7/10
Still life
10 September 2010
What a beautiful woman Kirsten Dunst has become. In this movie, which is little more than a series of beautiful pictures digesting a world long swept away, she is in her element. In fact, she IS the centerpiece element.

But pretty pictures do not a memorable movie make. I've never seen cinema so lifeless, so utterly devoid of any kind of drama - and yet so watchable. Somehow, I stayed with it, even though superficial knowledge of history precludes all suspense as to how it will end. We follow the last French royal family languidly gliding through their lives of endless amusement and idle chatter, getting drunk and high at garden picnics in dreamy twilight, cavorting in bonnets, picking flowers and looking like they'd just stepped out of a Gainsborough painting.

Maybe that's Coppolla's intention: To show the utter vacuousness of the French court and European aristocracy in general. This is to what rule by God's imprimatur had devolved. The era of strong monarchs like Henry, Elizabeth and Philip of Spain was over. Europe's kingdoms had become... successful. Rich. They'd bumped off all competition. The Mongol threat was ancient fable, Islam was now second-rate, and the age of worldwide empire had begun. But in its prosperity, Europe had become complicated, its economic and political underpinnings wildly sophisticated and enmeshed. Power passed to ministers who specialized in these difficult affairs; royalty was pushed to the background, to estates and sloth.
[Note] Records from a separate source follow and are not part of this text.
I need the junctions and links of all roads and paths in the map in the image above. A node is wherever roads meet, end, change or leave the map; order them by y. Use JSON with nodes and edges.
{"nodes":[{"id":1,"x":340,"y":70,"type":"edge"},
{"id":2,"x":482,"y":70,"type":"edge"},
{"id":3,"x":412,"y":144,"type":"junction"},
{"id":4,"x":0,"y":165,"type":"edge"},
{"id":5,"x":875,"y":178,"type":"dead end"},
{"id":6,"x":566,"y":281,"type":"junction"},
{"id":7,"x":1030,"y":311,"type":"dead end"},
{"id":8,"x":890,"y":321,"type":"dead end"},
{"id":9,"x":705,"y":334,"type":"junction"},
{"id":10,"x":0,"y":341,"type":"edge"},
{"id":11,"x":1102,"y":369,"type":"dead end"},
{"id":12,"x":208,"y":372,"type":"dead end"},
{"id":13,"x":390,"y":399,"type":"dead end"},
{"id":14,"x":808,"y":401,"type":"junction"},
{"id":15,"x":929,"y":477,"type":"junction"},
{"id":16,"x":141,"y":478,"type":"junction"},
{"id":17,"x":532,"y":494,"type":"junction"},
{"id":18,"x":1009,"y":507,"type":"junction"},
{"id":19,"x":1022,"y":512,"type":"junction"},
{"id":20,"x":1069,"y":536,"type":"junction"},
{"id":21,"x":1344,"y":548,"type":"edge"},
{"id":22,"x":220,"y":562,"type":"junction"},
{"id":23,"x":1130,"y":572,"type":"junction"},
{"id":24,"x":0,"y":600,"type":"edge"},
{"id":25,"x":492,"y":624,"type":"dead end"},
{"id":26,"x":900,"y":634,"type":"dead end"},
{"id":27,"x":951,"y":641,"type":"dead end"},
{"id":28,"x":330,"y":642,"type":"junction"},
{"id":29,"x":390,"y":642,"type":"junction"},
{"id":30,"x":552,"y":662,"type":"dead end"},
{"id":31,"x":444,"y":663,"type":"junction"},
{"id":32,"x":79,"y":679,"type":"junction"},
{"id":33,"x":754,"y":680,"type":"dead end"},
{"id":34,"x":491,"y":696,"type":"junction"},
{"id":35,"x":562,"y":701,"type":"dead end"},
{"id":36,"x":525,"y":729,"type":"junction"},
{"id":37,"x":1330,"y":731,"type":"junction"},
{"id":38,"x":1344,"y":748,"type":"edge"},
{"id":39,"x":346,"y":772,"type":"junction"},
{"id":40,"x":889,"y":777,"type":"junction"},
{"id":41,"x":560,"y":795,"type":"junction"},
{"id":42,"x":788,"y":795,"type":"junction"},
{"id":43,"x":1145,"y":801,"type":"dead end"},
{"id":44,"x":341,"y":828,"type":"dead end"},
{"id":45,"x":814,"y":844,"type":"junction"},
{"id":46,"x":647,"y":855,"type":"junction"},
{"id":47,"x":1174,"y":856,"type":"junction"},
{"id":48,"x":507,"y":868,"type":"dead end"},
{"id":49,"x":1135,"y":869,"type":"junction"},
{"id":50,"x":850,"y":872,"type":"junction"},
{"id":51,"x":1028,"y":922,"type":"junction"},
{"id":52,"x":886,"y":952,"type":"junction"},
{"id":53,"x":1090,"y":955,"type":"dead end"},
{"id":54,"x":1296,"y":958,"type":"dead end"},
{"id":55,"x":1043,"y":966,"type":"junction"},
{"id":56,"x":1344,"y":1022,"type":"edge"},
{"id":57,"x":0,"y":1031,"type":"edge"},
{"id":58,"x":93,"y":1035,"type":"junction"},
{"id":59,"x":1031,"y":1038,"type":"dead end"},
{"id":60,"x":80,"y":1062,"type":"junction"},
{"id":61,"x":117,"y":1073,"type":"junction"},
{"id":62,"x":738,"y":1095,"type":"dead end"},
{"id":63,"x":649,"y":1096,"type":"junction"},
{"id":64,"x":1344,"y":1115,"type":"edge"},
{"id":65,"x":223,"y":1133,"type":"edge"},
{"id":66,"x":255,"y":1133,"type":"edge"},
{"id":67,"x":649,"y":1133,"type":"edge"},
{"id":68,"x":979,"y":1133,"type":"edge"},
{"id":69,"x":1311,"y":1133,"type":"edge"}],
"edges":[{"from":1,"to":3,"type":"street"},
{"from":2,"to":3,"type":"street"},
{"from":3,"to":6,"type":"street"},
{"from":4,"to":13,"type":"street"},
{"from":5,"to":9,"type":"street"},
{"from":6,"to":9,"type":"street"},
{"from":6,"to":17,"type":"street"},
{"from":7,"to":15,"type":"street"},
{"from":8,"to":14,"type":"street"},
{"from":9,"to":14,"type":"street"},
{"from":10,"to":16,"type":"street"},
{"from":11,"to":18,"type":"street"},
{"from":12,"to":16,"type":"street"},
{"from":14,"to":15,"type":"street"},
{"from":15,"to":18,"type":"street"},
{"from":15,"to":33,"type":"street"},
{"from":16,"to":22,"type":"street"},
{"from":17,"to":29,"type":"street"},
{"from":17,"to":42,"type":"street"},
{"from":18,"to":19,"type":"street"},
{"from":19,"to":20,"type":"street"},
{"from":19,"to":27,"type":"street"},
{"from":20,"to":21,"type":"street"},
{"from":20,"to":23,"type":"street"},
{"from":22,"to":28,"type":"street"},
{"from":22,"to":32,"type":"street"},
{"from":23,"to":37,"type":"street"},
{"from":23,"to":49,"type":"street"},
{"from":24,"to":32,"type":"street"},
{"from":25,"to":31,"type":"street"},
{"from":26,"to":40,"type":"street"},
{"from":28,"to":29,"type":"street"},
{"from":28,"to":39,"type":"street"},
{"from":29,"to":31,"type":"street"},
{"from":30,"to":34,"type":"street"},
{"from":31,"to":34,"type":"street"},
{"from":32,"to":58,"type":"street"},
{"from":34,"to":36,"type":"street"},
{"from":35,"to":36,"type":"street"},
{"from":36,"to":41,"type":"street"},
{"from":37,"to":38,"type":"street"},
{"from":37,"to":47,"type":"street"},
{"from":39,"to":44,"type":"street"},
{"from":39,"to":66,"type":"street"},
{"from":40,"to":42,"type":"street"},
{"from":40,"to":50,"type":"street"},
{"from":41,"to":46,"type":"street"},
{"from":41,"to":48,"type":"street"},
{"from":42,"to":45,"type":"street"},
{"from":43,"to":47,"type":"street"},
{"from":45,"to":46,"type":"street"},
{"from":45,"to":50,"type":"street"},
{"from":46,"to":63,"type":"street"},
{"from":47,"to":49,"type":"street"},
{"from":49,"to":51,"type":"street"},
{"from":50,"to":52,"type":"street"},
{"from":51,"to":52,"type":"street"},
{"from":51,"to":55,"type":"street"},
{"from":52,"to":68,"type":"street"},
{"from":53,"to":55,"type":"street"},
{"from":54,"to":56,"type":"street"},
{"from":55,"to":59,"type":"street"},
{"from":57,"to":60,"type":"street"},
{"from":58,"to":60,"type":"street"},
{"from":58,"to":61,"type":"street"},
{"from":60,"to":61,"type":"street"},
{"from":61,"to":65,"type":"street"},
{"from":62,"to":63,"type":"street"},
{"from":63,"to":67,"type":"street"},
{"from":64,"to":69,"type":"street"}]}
Coppolla's handling of these superfluous dandies is revolutionary in one respect: She doesn't portray them as selfish monsters, or greedy imbeciles, as our tiresome, Lefty/progressive catechism would have them. They're sympathetically handled as clueless and near-infantile. The coming conflagration, and the Terror, they can neither foresee nor understand.
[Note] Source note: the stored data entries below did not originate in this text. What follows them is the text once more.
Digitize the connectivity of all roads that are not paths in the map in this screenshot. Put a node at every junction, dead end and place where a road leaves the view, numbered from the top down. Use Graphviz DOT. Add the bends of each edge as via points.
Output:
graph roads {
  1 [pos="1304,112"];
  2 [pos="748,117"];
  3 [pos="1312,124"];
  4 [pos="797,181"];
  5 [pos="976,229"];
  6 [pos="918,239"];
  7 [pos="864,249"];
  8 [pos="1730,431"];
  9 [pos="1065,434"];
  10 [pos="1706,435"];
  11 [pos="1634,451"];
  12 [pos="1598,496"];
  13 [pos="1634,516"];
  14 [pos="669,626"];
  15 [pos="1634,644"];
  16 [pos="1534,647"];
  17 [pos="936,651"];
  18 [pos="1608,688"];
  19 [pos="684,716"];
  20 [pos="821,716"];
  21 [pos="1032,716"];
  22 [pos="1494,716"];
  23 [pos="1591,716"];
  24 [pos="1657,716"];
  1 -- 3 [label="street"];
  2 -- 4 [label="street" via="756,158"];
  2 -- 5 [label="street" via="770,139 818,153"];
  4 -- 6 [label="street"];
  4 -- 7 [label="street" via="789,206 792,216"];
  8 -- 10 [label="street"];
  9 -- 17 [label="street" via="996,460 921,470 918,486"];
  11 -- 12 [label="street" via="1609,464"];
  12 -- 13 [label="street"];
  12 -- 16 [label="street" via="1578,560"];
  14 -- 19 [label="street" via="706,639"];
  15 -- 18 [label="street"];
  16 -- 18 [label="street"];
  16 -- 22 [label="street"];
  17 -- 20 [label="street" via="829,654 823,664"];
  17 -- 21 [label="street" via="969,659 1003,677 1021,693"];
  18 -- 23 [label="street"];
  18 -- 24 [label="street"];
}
The cast is superb, with the exception of Jason Schwartzmann as Louis. Why does this colorless and apparently talentless air-burner have a career? (He is a Coppolla relative.) The inclusion of rock-music interludes is merely jarring and obvious, but in some selections, the sour decadence of '80s pop is a perfect fit. Coppolla's sense of stunning imagery must be genetic; throwaway scenes turn gripping, as when a rider gallops down a pathway, his dress boots tied backwards to his saddle.

Perversely, this "Marie" made me appreciate Norma Shearer's over-the-top version even more. As emotional and melodramatic as it is, it's historically accurate (there really was a Swedish diplomat lover, although whether he looked like Tyrone Power is unclear). It's a vibrant counterpoint to this beautiful, but detached "Marie".